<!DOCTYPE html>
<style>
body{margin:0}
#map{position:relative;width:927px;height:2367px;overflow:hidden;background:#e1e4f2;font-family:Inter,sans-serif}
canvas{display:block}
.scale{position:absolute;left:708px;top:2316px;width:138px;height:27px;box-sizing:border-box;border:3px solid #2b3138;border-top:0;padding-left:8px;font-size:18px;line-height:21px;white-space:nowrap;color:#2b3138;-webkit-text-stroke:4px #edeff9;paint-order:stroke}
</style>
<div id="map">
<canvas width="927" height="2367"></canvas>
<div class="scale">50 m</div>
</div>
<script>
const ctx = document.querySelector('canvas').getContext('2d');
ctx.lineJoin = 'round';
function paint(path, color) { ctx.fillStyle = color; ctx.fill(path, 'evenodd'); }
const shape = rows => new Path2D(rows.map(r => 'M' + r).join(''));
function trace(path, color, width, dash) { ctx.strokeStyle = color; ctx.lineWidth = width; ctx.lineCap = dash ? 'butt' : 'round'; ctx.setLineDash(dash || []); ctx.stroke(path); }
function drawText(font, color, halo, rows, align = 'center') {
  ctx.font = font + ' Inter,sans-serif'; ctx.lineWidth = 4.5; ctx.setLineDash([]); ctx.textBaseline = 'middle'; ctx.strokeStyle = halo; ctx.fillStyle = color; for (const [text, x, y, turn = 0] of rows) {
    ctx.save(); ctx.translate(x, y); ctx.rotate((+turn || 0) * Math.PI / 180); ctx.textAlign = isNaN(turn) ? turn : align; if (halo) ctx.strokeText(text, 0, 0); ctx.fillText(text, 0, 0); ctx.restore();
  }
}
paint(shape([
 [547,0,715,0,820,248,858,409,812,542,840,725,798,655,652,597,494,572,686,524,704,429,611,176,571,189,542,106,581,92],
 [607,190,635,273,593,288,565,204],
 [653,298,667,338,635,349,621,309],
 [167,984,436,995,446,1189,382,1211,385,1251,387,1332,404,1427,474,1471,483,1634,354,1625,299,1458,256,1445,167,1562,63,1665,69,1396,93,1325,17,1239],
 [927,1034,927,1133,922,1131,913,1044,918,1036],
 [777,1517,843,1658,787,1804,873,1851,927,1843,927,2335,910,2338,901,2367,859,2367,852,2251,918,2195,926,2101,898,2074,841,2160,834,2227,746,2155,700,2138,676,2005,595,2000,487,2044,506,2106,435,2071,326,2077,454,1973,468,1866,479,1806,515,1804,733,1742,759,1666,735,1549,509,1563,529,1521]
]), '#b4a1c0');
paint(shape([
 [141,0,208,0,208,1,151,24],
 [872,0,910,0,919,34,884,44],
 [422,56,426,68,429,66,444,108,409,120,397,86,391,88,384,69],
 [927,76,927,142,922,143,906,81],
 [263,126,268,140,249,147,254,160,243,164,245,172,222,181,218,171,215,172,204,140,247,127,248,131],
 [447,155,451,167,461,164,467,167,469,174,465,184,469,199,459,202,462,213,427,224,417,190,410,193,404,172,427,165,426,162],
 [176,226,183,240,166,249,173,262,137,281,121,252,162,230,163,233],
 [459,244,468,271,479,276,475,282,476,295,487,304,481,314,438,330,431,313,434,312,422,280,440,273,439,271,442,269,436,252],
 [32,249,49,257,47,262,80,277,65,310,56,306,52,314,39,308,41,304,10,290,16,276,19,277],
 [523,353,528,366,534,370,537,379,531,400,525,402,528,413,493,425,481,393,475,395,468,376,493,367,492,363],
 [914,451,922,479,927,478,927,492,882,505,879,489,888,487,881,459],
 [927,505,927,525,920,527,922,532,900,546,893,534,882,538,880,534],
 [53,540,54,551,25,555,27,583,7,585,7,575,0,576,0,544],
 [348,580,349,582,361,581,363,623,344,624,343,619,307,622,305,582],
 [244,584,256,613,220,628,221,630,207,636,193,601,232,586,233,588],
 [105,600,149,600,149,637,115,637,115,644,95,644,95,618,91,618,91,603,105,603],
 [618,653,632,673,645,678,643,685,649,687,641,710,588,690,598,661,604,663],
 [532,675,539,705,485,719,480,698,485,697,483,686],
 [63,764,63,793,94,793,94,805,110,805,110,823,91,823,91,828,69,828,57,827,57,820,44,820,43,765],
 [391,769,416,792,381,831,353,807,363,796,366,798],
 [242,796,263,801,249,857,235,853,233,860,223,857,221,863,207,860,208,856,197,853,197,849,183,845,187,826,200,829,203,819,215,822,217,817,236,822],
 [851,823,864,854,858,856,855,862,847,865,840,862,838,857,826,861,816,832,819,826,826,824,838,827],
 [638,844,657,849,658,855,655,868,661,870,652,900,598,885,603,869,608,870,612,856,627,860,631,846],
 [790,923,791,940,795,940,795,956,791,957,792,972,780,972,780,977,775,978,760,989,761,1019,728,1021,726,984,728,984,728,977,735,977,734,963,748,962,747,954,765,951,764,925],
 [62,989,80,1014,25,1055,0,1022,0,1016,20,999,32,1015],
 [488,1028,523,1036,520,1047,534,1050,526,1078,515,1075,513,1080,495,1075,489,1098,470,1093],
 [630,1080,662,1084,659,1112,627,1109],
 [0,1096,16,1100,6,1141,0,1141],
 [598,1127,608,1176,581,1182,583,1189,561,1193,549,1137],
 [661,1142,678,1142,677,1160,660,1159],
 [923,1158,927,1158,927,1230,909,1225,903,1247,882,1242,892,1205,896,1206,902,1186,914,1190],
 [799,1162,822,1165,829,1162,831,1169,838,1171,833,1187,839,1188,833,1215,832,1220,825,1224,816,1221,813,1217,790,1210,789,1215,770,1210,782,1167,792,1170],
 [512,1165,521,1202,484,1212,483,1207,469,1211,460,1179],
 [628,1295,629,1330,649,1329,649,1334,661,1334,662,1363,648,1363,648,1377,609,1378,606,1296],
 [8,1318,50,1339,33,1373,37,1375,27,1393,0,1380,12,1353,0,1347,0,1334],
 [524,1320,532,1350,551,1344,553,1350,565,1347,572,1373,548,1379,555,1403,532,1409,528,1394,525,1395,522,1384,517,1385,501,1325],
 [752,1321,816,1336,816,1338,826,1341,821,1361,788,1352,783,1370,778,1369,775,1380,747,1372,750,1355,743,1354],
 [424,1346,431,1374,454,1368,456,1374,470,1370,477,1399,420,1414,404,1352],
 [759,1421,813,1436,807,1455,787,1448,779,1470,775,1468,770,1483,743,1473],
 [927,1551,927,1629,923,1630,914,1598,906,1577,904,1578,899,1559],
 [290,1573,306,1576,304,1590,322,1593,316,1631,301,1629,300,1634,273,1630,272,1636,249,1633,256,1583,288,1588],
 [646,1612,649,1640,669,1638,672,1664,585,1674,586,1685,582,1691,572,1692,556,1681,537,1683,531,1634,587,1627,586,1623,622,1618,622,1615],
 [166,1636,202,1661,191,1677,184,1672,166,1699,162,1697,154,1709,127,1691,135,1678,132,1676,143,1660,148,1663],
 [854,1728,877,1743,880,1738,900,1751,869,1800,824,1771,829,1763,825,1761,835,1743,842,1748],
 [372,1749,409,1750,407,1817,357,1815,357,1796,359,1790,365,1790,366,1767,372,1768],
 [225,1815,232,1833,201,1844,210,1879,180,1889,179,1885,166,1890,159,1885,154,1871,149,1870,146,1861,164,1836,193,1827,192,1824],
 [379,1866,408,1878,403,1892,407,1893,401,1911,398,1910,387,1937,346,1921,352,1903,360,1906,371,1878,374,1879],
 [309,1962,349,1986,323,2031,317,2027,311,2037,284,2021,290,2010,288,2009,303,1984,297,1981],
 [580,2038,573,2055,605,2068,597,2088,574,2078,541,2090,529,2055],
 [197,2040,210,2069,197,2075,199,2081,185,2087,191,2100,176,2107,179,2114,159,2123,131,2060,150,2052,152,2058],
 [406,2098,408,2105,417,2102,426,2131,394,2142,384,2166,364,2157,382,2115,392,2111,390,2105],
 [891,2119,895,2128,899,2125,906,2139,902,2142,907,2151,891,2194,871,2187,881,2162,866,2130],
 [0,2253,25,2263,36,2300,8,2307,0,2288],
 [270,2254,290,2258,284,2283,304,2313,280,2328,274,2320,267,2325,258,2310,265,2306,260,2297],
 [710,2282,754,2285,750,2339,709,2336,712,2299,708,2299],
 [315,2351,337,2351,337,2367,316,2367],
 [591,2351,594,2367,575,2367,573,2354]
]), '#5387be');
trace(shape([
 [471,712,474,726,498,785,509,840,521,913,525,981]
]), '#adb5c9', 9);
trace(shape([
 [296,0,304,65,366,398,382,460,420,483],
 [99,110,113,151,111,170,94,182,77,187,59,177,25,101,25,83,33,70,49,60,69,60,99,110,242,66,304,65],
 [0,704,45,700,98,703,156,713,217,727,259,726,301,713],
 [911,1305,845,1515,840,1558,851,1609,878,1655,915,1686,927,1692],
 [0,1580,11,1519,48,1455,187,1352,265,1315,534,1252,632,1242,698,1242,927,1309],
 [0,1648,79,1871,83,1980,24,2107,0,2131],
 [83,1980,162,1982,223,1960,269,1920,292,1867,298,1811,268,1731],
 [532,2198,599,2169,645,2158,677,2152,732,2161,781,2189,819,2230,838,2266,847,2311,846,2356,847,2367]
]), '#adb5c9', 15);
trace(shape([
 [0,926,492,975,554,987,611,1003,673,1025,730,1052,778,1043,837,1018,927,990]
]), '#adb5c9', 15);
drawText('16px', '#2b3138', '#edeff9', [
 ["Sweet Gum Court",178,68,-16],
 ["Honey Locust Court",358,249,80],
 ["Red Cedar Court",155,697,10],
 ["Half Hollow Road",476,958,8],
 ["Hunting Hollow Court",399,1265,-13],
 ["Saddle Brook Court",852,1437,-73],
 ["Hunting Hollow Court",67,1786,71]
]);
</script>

------------------------------

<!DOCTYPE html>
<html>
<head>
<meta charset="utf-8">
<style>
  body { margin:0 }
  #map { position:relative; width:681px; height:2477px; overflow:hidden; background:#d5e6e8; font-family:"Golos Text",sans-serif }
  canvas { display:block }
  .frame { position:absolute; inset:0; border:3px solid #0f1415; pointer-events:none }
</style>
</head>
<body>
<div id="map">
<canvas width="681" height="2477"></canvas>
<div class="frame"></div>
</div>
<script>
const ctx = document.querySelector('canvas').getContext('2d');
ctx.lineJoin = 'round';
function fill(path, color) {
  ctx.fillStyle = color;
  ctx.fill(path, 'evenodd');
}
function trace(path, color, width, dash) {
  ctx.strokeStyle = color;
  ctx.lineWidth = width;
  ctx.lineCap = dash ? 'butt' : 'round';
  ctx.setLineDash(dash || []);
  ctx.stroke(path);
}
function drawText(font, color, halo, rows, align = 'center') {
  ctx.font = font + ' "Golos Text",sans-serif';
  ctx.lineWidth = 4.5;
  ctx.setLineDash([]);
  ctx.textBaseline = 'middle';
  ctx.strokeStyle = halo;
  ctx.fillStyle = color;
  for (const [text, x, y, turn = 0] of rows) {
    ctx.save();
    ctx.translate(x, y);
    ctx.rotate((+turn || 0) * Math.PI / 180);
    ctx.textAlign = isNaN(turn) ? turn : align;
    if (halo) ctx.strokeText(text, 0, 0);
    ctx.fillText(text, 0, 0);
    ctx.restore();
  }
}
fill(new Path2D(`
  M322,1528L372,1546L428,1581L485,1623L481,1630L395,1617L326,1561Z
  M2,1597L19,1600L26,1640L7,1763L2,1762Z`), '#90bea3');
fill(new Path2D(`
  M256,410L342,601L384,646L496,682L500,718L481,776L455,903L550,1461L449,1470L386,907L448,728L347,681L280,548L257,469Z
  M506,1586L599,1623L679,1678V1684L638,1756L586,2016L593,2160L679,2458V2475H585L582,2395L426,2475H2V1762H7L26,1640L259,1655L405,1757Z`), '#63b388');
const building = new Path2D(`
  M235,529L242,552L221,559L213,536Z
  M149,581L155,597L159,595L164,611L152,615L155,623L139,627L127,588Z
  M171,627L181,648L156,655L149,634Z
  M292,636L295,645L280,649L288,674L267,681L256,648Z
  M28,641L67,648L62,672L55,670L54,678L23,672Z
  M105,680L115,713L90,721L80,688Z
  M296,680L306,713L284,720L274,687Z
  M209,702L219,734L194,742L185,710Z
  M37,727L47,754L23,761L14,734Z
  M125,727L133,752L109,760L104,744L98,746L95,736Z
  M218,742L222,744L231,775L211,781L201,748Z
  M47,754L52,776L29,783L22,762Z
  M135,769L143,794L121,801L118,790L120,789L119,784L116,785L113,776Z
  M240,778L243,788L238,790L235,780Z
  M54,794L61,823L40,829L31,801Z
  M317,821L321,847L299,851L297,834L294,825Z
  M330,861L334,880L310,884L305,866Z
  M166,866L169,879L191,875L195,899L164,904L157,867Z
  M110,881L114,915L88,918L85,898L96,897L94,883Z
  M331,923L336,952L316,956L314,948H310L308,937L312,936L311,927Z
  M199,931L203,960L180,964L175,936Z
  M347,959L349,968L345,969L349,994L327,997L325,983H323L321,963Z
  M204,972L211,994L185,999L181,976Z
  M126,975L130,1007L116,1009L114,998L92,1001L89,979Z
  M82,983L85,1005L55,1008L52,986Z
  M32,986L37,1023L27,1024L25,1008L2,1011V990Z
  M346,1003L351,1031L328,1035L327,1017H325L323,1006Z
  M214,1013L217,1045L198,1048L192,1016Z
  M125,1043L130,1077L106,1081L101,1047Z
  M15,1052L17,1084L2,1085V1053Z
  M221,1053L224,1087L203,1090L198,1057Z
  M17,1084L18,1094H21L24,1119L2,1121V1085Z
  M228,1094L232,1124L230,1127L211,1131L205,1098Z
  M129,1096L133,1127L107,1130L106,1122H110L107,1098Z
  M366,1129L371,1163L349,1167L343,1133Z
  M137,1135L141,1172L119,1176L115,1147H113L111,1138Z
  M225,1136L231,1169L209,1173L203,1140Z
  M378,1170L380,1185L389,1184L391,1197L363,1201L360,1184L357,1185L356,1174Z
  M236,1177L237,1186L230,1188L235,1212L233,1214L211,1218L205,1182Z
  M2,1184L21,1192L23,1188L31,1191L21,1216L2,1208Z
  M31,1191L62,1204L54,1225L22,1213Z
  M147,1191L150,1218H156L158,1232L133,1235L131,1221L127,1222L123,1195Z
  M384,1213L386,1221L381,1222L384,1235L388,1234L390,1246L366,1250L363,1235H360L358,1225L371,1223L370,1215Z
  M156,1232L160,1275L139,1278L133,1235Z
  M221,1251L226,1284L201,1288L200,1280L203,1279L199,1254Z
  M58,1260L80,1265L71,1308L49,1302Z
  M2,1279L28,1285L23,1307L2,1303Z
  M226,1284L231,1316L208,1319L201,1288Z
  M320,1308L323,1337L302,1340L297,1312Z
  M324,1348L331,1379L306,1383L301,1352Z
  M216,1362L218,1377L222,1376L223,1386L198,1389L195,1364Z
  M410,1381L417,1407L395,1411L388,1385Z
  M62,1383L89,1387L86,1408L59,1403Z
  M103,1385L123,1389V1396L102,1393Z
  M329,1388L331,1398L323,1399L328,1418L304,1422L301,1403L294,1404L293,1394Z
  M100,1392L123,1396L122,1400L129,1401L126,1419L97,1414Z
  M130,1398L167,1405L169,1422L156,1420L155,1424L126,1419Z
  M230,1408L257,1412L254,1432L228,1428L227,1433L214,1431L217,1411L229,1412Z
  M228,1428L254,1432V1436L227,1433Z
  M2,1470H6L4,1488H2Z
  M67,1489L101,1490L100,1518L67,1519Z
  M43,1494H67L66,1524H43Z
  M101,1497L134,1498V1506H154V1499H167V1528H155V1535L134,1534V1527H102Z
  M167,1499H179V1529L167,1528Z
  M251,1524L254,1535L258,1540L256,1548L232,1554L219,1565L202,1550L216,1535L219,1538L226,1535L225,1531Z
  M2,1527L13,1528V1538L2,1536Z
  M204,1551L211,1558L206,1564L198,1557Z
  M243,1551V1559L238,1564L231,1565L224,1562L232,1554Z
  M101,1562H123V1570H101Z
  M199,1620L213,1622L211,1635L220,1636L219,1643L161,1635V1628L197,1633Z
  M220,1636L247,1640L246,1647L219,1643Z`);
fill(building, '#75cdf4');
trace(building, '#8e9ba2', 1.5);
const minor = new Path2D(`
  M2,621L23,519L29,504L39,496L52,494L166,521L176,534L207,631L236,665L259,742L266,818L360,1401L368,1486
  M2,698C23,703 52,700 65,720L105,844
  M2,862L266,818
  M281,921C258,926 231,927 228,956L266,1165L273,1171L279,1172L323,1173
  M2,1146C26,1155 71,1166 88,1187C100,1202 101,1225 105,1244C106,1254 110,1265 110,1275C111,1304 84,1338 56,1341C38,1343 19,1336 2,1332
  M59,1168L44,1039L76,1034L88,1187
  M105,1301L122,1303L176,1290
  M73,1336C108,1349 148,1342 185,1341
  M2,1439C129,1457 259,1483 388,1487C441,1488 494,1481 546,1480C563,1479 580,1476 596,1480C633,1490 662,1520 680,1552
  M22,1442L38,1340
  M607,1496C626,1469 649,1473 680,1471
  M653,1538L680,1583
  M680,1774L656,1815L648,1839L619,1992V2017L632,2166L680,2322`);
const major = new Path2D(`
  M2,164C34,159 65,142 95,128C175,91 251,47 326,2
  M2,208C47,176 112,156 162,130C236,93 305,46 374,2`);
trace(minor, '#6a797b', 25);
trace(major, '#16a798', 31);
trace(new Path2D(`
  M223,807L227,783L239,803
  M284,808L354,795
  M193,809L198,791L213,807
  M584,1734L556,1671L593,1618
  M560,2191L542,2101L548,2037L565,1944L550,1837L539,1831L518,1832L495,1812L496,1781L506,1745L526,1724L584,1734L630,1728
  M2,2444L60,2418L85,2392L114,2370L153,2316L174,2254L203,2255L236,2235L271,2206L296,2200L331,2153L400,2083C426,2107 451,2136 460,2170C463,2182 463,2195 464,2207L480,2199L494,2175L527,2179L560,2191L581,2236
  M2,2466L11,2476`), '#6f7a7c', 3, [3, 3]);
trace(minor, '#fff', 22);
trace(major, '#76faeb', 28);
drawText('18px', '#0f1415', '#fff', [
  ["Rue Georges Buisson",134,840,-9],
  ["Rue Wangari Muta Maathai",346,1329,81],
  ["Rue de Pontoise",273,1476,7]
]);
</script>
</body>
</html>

------------------------------

▶ _TASK INSTRUCTIONS_
When a line in the material includes the word "Math", copy it out.

▶ _ANSWER BOX_
    ctx.save(); ctx.translate(x, y); ctx.rotate((+turn || 0) * Math.PI / 180); ctx.textAlign = isNaN(turn) ? turn : align; if (halo) ctx.strokeText(text, 0, 0); ctx.fillText(text, 0, 0); ctx.restore();
    ctx.rotate((+turn || 0) * Math.PI / 180);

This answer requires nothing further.